Jewish people have a really tough time understanding that it is hard for secular Jews to "just say the words and sit in shul". No, it is not so simple. It is hard to say those words and hard to be at shul if you do not believe in those words. It is understandable that a non-religious Jew who is interested in being a religious Jew can "just say the words", because they do not bother him. But if you are a secular Jew those words really bother you, and it is hard to say them.

1 comment:

  1. Jewish people have a really tough time understanding that it is hard for secular Jews to "just say the words and sit in shul".

    It says something about their intellectual honesty, in my opinion. They're perfectly comfortable pretending because they do it all the time.

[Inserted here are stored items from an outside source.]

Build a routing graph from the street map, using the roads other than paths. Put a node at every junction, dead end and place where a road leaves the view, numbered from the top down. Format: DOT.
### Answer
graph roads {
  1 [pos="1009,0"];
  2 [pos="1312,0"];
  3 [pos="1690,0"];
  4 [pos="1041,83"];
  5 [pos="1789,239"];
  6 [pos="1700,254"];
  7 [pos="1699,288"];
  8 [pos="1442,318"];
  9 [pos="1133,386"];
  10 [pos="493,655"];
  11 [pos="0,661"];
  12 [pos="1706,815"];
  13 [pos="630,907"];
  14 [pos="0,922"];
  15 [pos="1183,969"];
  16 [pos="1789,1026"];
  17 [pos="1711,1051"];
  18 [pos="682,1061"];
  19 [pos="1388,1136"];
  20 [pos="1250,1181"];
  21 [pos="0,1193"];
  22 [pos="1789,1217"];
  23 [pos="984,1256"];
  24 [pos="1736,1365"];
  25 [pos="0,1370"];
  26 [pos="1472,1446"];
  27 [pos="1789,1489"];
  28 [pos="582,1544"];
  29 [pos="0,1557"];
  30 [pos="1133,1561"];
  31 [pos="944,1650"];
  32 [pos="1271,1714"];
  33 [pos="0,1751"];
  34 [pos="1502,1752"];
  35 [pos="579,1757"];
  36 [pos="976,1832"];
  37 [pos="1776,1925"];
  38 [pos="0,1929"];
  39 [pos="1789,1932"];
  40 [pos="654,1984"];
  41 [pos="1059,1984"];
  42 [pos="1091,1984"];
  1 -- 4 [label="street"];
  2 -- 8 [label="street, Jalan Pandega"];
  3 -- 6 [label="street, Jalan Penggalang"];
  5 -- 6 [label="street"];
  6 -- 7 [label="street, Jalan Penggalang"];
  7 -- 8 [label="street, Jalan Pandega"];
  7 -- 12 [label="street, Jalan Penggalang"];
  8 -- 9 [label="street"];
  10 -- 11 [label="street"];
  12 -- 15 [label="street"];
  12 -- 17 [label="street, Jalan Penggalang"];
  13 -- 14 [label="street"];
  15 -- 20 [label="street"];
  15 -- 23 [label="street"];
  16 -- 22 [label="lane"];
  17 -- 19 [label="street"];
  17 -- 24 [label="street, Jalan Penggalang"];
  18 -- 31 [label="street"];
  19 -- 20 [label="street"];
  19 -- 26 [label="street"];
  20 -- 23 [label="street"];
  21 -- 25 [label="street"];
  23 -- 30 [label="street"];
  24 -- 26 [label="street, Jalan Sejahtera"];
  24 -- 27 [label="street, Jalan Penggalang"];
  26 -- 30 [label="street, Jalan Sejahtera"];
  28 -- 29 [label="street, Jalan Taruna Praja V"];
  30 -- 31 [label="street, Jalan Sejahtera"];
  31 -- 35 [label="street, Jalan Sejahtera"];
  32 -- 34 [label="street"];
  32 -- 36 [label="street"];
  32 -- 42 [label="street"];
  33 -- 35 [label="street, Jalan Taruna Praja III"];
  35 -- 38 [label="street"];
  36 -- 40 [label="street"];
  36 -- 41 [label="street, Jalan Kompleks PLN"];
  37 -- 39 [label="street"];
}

    Yom Kippur is kind of my unofficial "anniversary." Not because I left on Yom Kippur but because I always hated it -- hated the fasting, hated sitting in shul all day, hated smelling the BO of people sitting near me in shul, hated the davening that was so long it couldn't possibly be meaningful. Now when YK rolls around I feel a profound sense of freedom and joy and it's a happy holiday for me. I don't do anything for it -- I don't take off work or eat something special or engage in any ritual -- but I just feel myself smiling about how great it is to be free.